Lec 7: The Bayesian Philosophy

Bayesian 접근법은 매개변수를 확률 변수로 간주하며, 사전 분포(Prior)를 사용
최소 분산 조건이 모든 $\theta$ 값에 대해 동일하지 않기 때문에 평균적으로 최적인 추정기가 필요
MMSE 추정기: Posterior PDF의 평균, 최적추정기, 추정값 $\hat{\theta}$를 계산하는 방법

\[\hat{\theta}_{MMSE} = E[\theta|\mathbf{x}]\]
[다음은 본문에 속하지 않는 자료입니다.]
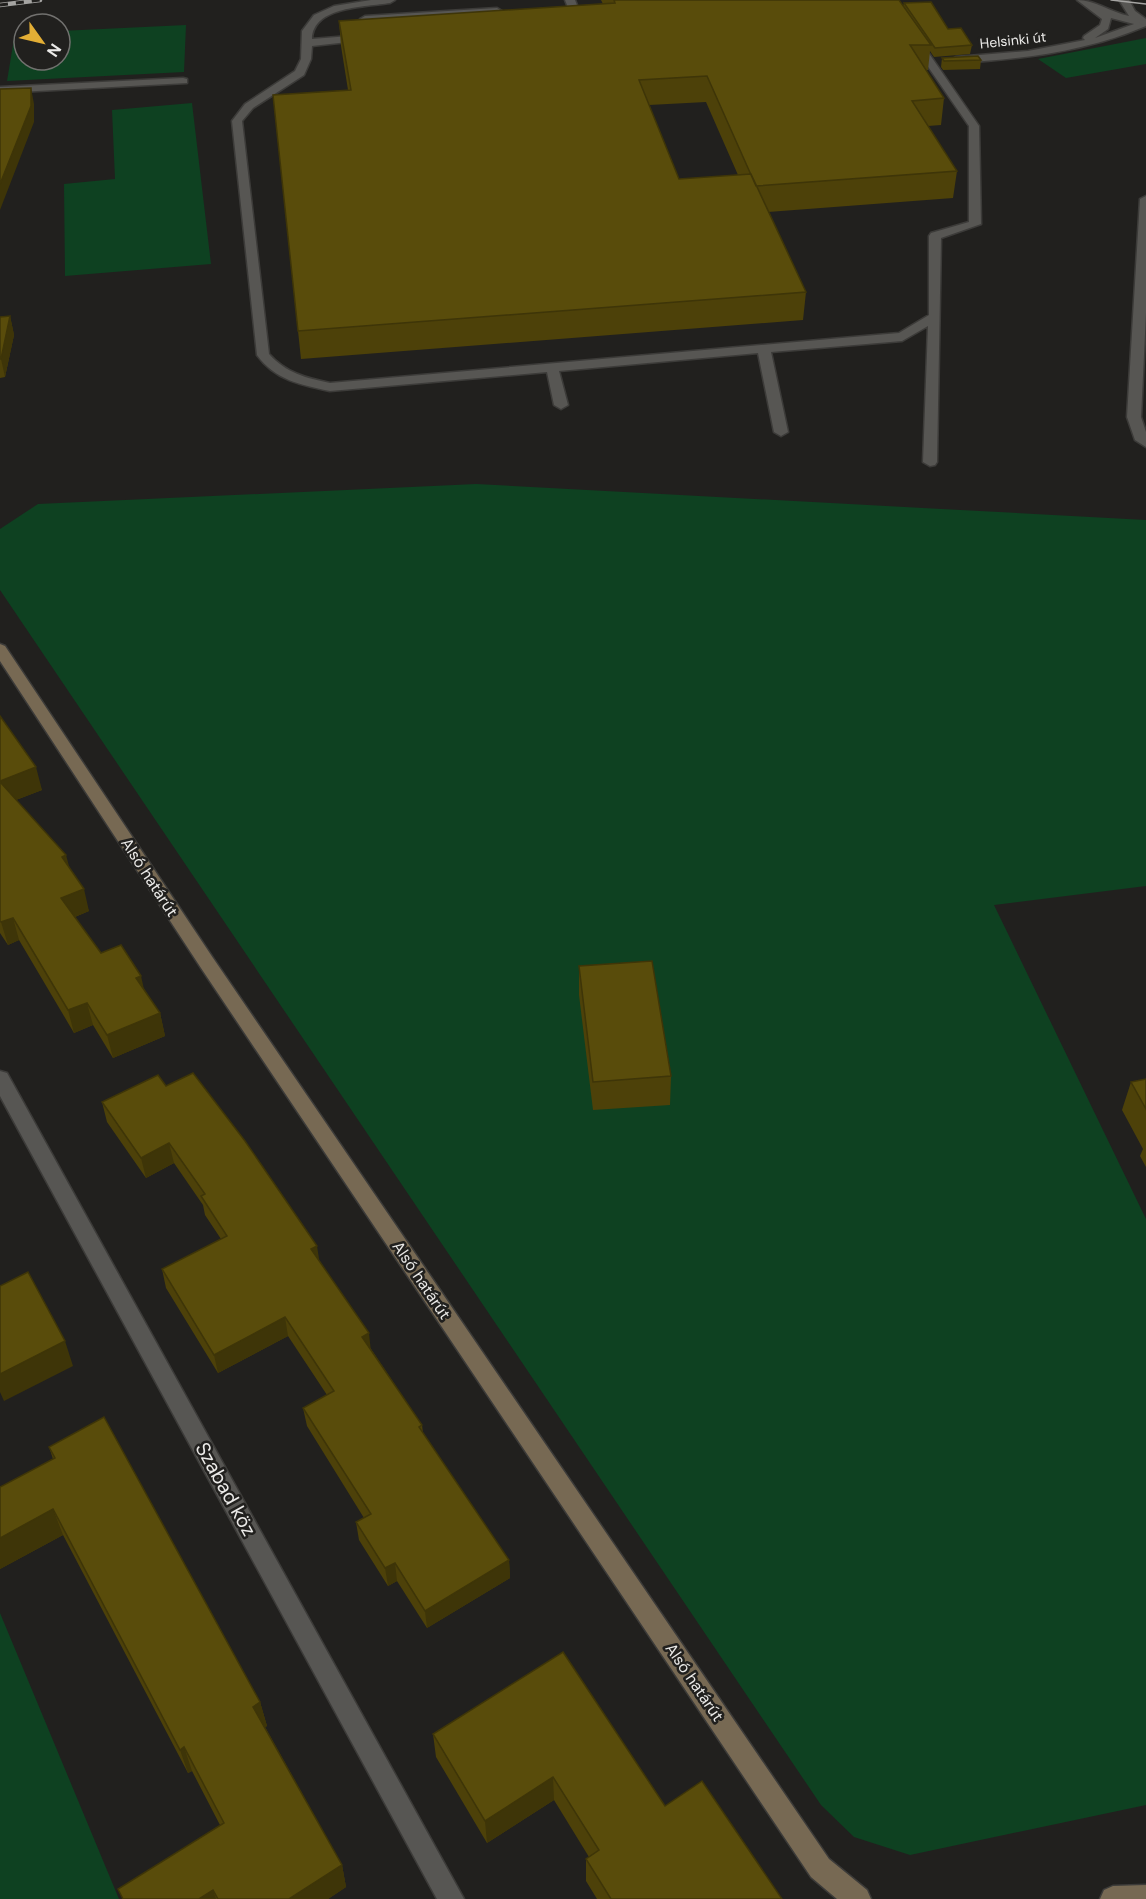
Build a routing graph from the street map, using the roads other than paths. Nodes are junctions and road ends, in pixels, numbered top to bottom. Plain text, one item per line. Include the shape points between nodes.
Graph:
1 (390, 0) edge
2 (570, 0) edge
3 (887, 0) edge
4 (1082, 0) edge
5 (1124, 0) edge
6 (1100, 4) edge
7 (510, 10) edge
8 (588, 17) edge
9 (364, 19) edge
10 (1145, 23) edge
11 (377, 37) edge
12 (306, 42) junction
13 (1064, 48) junction
14 (930, 62) junction
15 (183, 81) dead end
16 (0, 90) edge
17 (1146, 199) edge
18 (1144, 279) edge
19 (935, 316) junction
20 (764, 349) junction
21 (552, 367) junction
22 (561, 405) dead end
23 (781, 432) dead end
24 (1146, 443) edge
25 (930, 462) dead end
26 (0, 649) edge
27 (0, 1078) edge
28 (1146, 1898) edge
29 (451, 1899) edge
30 (858, 1899) edge
31 (1113, 1899) edge

1 - 12 street via 338,8 318,17 307,31
2 - 8 street via 572,18
3 - 14 street
4 - 6 street
5 - 10 street via 1131,13
6 - 10 street via 1118,17
6 - 13 street, Helsinki út via 1107,19 1104,27 1094,36
7 - 9 street
10 - 13 street, Helsinki út
11 - 12 street
12 - 21 street via 306,59 300,73 249,106 237,121 263,355 274,369 293,379 330,387
13 - 14 street, Helsinki út via 1024,56
14 - 19 street via 974,126 975,224 935,236
15 - 16 street
17 - 18 street
18 - 24 street via 1134,417
19 - 20 street via 902,337
19 - 25 street
20 - 21 street
20 - 23 street
21 - 22 street
26 - 30 street, Alsó határút via 207,963 820,1868
27 - 29 street, Szabad köz
28 - 31 street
Bayesian MSE (Bmse): MMSE 추정기(혹은 다른 추정기 i.e. MAP)를 사용했을 때 달성되는 최소 MSE

\[Bmse(\hat{\theta}) = E[(\theta-\hat{\theta})^2] = E[(\theta - E[\theta|\mathbf{x}])^2]\]

사후 평균 계산:

\[p(\theta|\mathbf{x}) = \frac{p(\mathbf{x}|\theta)p(\theta)}{p(\mathbf{x})} = \frac{p(\mathbf{x}|\theta)p(\theta )}{\int p(\mathbf{x}|\theta)p(\theta)d\theta}\]

문제 풀이

MMSE 찾는 문제 (Find the Bayes estimate of $\mu$, Find MMSE estimator of $\theta$…)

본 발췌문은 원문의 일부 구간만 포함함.